I used to believe in hardware RAID, but I've come into enough situations where the prior admin had setup critical systems with hardware RAID and were using whatever controller Dell shipped them--and they didn't have extras on-site. When the RAID controller failed, and I've seen them fail enough to consider it a real threat, the wait was hours or days while Dell got a new controller on-site. Sometimes at great expense.
Thankfully, I don't have to worry about that sort of thing these days (might have to again in the future, but IT admin is in my past for now). But at least a few of my most hair-raising IT experiences were due to problems with hardware RAID controllers. I'm not saying they don't do their job, or that a good RAID controller doesn't do a better job (for some definitions of "better") than software RAID. I'm saying that if you don't have a spare for every RAID controller in your office available, on-site, you're going to regret it one day. Even if you do, you might still regret it--as I mentioned, I've met two identical model Adaptec controllers that were incompatible due to different BIOS versions. Data was lost and had to be recovered from backups. I've also managed to screw up the RAID table due to human error (sometimes those Sunday late night upgrades go awry) in ways that would have been less likely to happen and more easily repaired in Linux, but the limited nature of the OS available on a hardware RAID controller made it far easier to screw up and more difficult and time consuming to repair. Having a whole OS with excellent partition and array management tools and a real shell to explore the situation with is a mighty fine thing when trying to figure out what stupid thing you did that led to a system not finding any system disks on boot.
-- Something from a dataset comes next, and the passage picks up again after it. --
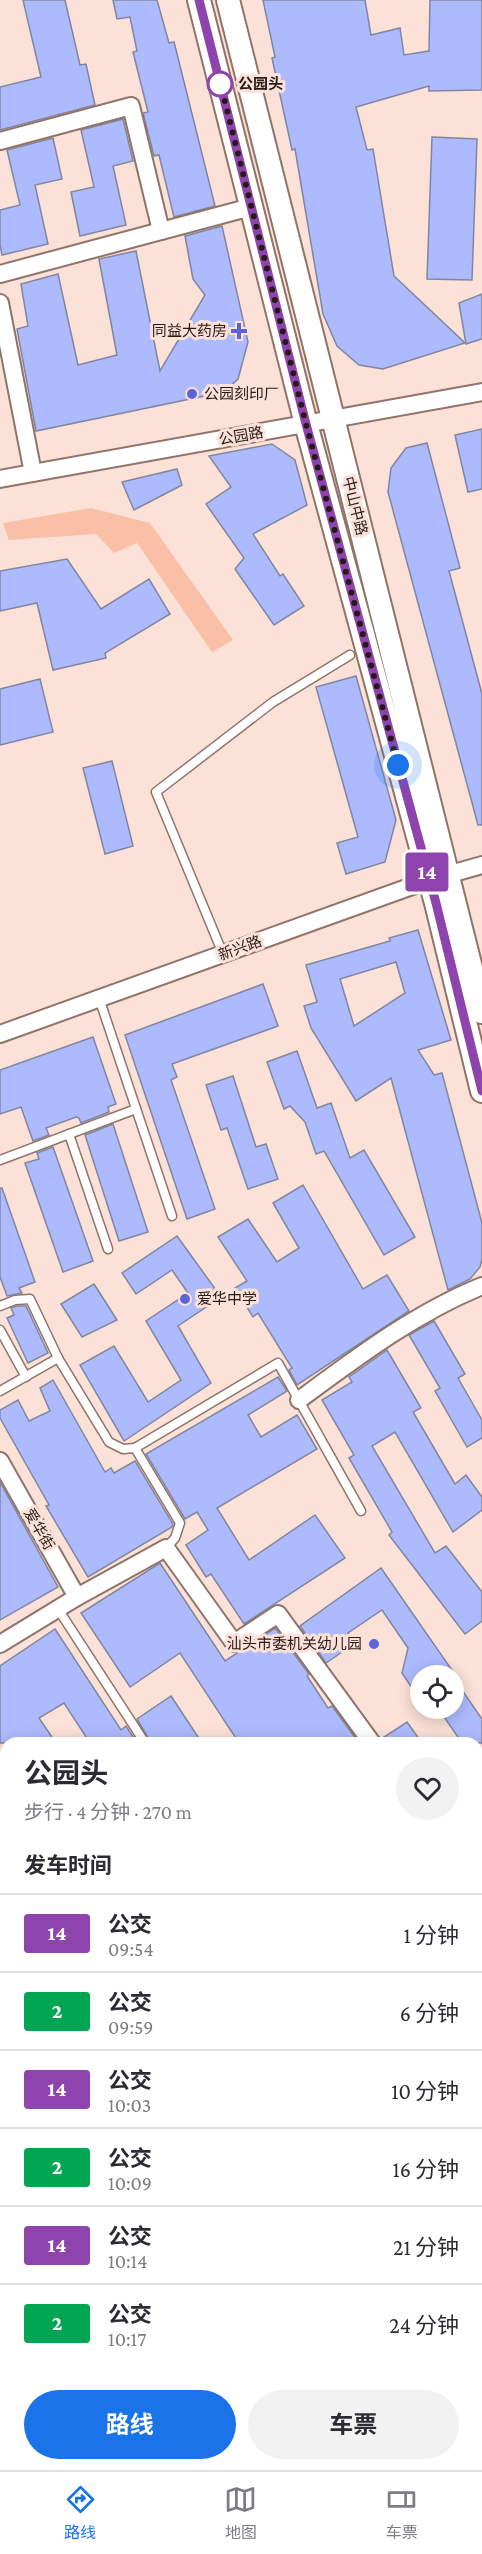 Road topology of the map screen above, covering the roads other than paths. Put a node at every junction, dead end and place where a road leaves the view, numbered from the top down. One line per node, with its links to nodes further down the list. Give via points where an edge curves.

If you need hot swap, you'll need a controller that supports it...though I feel obligated to mention that hot swap is a part of the SCSI and SATA standards, not any magical RAID feature. It can be implemented on any SCSI or SATA controller, regardless of RAID capability, and some Linux drivers probably support it (though I've never needed it, so I don't know for sure). Though it's probable that the controllers that most often have support for the hot-swap features are the ones also equipped with RAID capabilities.
BAsically I got hardware RAID because its so easy to use on failure. I don't have time to worry about bootsectors and which OS can boot in RAID and which not. Hardware is flawless.
I might also point out that you too have drivers for your drive controllers. And you have drive controllers. Using Hardware RAID does not inject more hardware into the equation than what you have.
Besides, Software RAID is not the same as hardware RAID. one RAIDs partitions, one RAIDS drives. Sorry about yoru bad experience but I have been using software RAID on Redhat for about 4 years now. The hardware RAID setup was much simpler and have not had any issues as yet.
I should also say that FakeRAID offers the worst of both worlds...
http://www.newegg.com/Product/Product.asp?Item=N82 E16816116036
Since i am using a 3ware card I am fully aware of this. I say your spreading FUD because you are saying its not a hardware RAID card.
If you want to say its not the best because it uses more of the CPU that others, then OK. I'm not trying to make out like this card is up there with the more expensive cards...
Interesting, thanks. I wonder why it didn't come up when I browsed through the 3Ware category.
Regardless, this one wouldn't help the situation mentioned in TFA because it doesn't do RAID5.
... And so it comes to this.
Wait until that software raid 5 (in windows at least) fails a disk and then you see the CPU price you pay. Even duing rebuild you are hurting.